3 August 2014

Ethiopia: Salary Increment Catalyses Unwelcome Increase in Drinks Prices

The government has been placing pressure on bars and shops in addition to the major companies in the industry

The Competition & Consumers Protection Authority is threatening a product boycott if the beverages industry does not return to old prices. The threat came after the industry allegedly increased prices following the announcement of salary increases by the government.

The salary increase was announced on June 23, 2014, by Prime Minister Hailemariam Dessalegn, with no further details coming for the following five weeks. After weeks of speculation, the Ministry of Finance & Economic Development (MoFED) and Ministry of Civil Service (MoCS) finally gave more details on Saturday, August 2, 2014, with increases ranging from 46pc, for the lowest salaries, to 33pc for the highest.

The officials said during the announcement that the government would complement the salary increase with price controls and free shuttle services for government employees. It was a day before this announcement that the Ministry of Trade (MoT), the Addis Abeba Trade & Industry Bureau (AAT&B) and the Trade Competition & Consumers Protection Authority (TCCPA) called 41 beverage factories to urge them to reduce the prices they increased following the announcement of the salary increment. This call came with a warning, not only of boycott, but also a legal challenge if the prices do not go back to old rate within a week.

The price of beer to the consumers has remained the same in some bars, while showing an increase of three to four Birr a bottle in other places after May 2014. The TCCPA accused the Dashen and BGI breweries as being the only companies in the industry to increase their prices, while it accused Meta Brewery, owned by Diageo, of delivering its beverages to selected clients and creating an artificial shortage. But Meta denies the allegation, claiming it does not represent it.

So far, only the Dashen Brewery, an affiliate of TIRET and whose board chairman is the former head of Government Communications Affairs Office and veteran Amhara National Democratic Movement (ANDM) member Bereket Simon, is the only one that has reverted back to its old price.

The participants of the meeting included 32 bottled water factories, two soft drink companies, six breweries and the Ambo Mineral Water Factory. The government officials met the representatives of these companies at the premises of the MoT located on Tito Street in Kazanchis.
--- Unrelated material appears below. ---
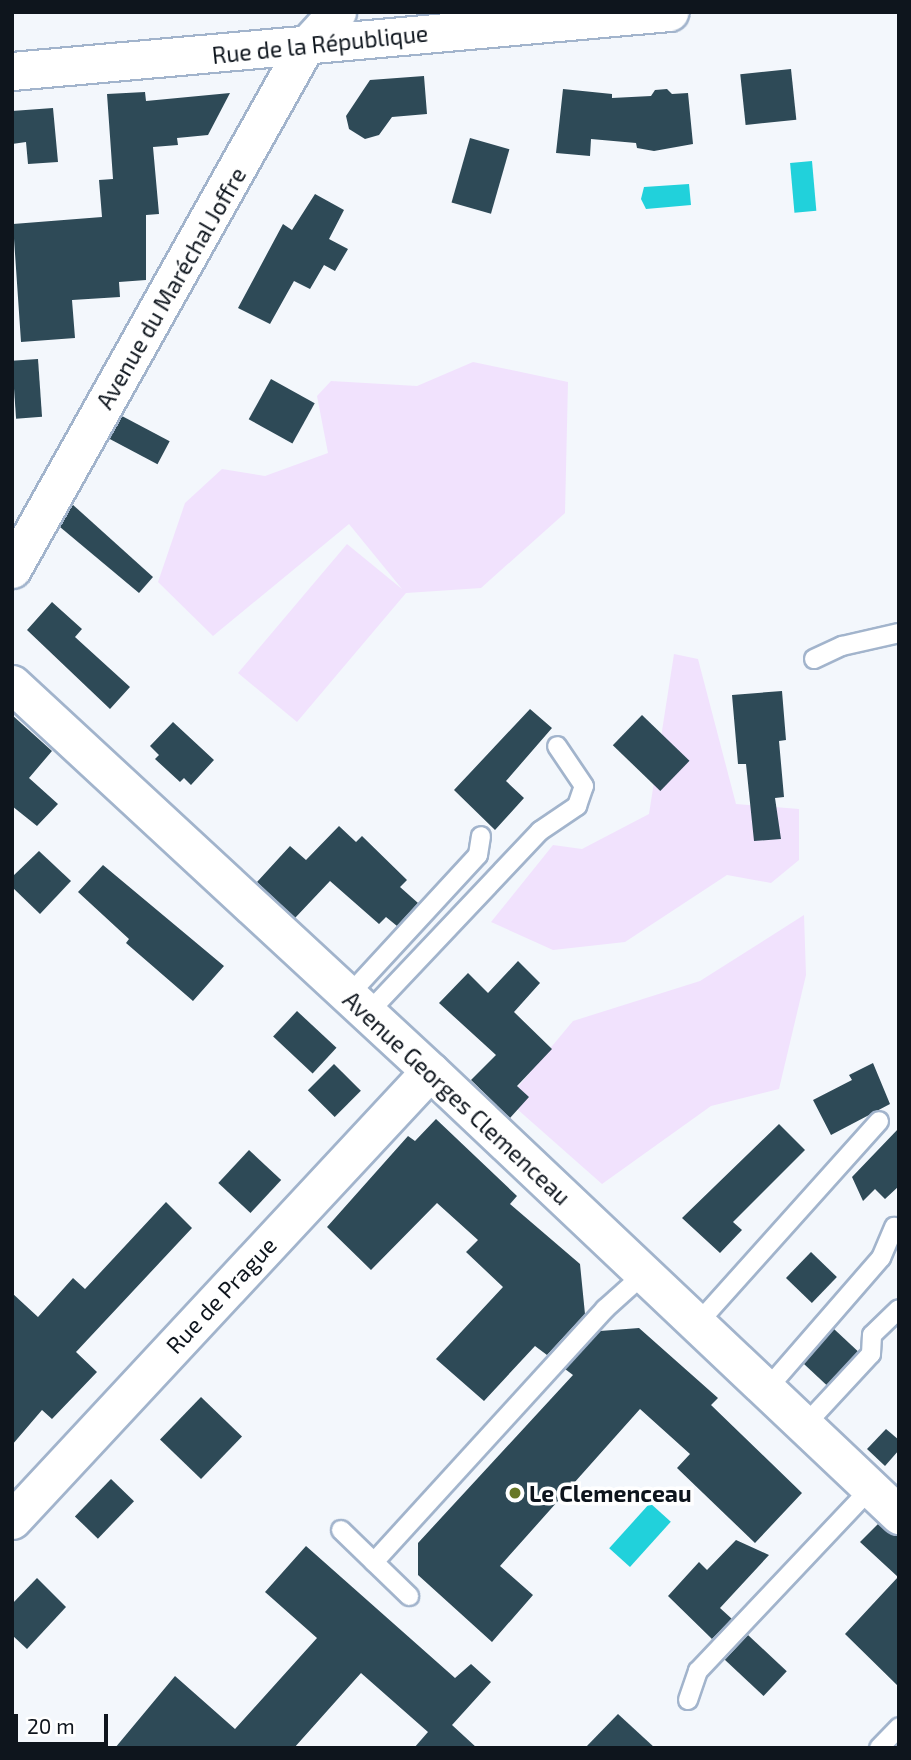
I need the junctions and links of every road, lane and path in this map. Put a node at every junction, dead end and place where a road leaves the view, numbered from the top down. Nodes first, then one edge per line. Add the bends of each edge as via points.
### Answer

The discussion was called because the companies made the price increase following the news of the salary increase, according to Merkeb Zeleke, director general of the TCCPA. BGI Ethiopia - the maker of St George beer and sister company of Castel Winery, which made the highest increase of nine percent on its bottled beer and 0.5pc on its draught beer - argues that it made the changes as a result of the increase in the price of malt and prior to the announcement by the Prime Minister, according to Essayas Hadera, marketing manager of BGI Ethiopia.

BGI's additional reasons, according to Esayas, are the depreciation of the Birr and the 10pc increase in the price of fuel over the past year.

BGI gets 40pc of its malt from the Assela Malt Factory, which increased its prices from 1,695Br to 1,795Br a quintal, starting from July 8, 2104. The reason for this increase, says Amare Waqjira, managing director of the factory, was because the price of barley had been increased by 360 Br a quintal to encourage more farmers to grow the crop.

Assela Malt Factory increase price by 100 Br on malt, due to the competition with Meta Abo Brewery in buying barley from framers in the area, by adding 200 Br which was the initial price was 800 Br and now reached to 1,000 Br. The factory was contemplating to increase price three months ago, but a disagreement between the financial head and the general manger held the discussin up until recently.

Nurdein Mohammed, advisor at the MoT, believes that BGI's increase was motivated by rumours of the salary increase ahead of the Prime Minister's announcement, while Amare says that Assela's malt price increase could hardly be the reason, as the factory obtained less than half of its needs from the domestic factory.

"None of the companies presented economically viable reasons as to why they increased prices," says Nuredin.

The price of soft drinks and bottled water has increased by one Birr, while plastic bottled soft drinks showed an increase of up to two birr, according to Merkeb. He mentioned such water bottlers as Classy, Yes and Origin among those that had increased prices.

Two bars that Fortune talked to received a crate of beer for 215 Br - up by 8.6pc from the previous price of 198 Br. One bar is in its second month since it increased the price of all beer products by one Birr, while another still sells a bottle at its old price of 12 Br. The wholesale price of a bottle of beer has increased from 8.25 Br to 8.96 Br.

"We made profit at the old price; we still make profit," said a waiter at this bar.

The government has been placing the same pressure on stores and private schools over the past few weeks, warning them not to increase prices. The Addis Abeba Trade & Industry Bureau shut down 400 shops because of related problems, Merkeb said.

BGI, the main focus of the latest meeting, is in discussions with its management in France to respond to the government warning, according to Esayas.